- Directed by: Knut Andersen
- Written by: Knut Andersen
- Based on: a novel by Sigbjørn Hølmebakk
- Produced by: Svein H. Toreg
- Starring: Erik Øksnes Marit Grønhaug Sverre Anker Ousdal Are Sjaastad Grethe Ryen Siri Hølmebakk Arne Lindtner Næss Arne Lendl Marion Eilertsen Rolf Søder Liv Thorsen Åsta Voss Harald Heide Steen Arne Lie Lars Andreas Larssen Pål Bucher Skjønberg Knut Hultgren Frimann Falck Clausen Eva Solbakken Anne Semmingsen Roy Bjørnstad Gunhild Grünfeld Thorleif Reiss Alf Malland
- Distributed by: Teamfilm A/S
- Release date: December 26, 1977;
- Running time: 106 minutes
- Country: Norway
- Language: Norwegian

= Karjolsteinen =

1977 film

Karjolsteinen (The Carriage Stone) is a Norwegian drama film from 1977. The film was directed by Knut Andersen based on a novel by Sigbjørn Hølmebakk with the same name.

== Plot ==
The radical author Olav Klungeland feels divided and inadequate both as a writer, as a politician, and as a fellow human being.
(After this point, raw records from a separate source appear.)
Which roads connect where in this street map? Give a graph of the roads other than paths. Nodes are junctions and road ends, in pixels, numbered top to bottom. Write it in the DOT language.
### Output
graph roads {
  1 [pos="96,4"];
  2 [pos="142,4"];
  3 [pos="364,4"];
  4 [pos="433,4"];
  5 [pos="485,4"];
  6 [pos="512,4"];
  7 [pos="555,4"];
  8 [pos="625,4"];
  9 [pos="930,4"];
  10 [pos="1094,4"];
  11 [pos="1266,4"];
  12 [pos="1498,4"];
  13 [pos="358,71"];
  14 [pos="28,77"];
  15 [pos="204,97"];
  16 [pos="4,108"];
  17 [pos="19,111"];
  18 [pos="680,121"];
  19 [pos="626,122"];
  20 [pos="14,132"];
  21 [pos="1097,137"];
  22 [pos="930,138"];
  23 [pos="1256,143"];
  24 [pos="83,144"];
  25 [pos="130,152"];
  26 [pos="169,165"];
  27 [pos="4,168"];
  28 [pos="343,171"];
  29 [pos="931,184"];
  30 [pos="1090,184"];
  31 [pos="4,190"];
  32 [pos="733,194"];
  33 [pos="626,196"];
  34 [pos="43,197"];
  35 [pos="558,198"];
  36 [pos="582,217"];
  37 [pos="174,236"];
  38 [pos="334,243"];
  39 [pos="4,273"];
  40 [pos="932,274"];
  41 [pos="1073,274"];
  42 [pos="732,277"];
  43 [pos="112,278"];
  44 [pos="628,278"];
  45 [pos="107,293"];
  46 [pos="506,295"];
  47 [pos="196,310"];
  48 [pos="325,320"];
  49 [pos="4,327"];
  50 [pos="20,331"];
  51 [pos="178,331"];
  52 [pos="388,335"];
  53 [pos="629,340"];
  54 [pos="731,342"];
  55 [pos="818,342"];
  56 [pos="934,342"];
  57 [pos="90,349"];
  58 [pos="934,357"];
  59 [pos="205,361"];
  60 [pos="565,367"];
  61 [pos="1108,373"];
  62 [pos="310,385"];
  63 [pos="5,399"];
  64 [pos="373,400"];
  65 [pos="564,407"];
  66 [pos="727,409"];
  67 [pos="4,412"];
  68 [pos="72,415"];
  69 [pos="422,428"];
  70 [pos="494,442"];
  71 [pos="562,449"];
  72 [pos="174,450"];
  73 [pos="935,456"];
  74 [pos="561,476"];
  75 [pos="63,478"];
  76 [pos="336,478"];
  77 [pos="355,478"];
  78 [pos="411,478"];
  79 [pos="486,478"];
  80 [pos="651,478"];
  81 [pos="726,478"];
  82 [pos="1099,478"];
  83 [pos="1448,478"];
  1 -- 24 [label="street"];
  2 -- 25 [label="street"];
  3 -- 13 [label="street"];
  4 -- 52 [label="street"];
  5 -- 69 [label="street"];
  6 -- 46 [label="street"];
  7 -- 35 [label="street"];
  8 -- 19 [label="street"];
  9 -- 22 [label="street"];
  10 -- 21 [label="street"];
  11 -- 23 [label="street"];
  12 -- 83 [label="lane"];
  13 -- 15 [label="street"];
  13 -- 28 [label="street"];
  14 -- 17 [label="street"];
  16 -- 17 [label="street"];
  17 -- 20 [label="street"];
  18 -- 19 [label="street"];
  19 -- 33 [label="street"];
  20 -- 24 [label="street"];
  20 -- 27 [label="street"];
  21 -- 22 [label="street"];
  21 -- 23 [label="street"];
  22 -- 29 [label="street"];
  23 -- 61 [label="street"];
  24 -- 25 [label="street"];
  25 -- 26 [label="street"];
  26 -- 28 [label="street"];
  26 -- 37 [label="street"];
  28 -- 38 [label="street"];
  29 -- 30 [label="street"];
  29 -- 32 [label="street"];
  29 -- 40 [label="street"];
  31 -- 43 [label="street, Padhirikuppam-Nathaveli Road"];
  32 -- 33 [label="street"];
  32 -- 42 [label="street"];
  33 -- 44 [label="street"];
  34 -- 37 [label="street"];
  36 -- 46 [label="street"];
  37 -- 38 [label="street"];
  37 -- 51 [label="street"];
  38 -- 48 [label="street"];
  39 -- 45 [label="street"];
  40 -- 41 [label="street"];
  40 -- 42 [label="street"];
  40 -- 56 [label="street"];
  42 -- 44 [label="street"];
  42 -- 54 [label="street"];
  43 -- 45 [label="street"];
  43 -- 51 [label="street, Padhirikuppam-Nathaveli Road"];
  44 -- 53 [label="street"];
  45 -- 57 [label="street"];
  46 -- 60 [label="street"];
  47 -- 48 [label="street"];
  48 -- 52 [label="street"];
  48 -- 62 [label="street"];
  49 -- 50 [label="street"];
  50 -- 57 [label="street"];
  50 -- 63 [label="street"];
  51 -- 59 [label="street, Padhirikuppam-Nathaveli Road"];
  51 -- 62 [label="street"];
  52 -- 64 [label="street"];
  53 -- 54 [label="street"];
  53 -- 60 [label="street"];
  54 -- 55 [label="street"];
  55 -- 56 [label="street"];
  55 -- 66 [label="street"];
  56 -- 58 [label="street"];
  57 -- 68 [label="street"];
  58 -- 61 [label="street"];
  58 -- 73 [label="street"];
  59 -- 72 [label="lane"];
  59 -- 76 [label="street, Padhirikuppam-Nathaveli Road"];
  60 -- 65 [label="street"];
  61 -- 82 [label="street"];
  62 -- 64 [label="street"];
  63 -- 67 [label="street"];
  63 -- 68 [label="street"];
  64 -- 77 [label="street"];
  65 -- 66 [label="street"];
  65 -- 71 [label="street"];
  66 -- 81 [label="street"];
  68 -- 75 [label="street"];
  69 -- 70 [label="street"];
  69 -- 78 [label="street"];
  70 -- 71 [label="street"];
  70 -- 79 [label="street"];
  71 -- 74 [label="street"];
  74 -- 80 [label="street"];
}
He gradually becomes more acquainted with a former priest, Eilif Grøtteland, who comes from a small place in the southwest and lives in a hotel in Oslo at the same time as his wife is in the hospital, sick with cancer. On a rainy April night, the two young men are sitting in the hotel room. The older man tells the younger one about his life, from his childhood in small conditions further south in the country, through his youth and as a young man at the same time as he worked as a priest in Finnmark.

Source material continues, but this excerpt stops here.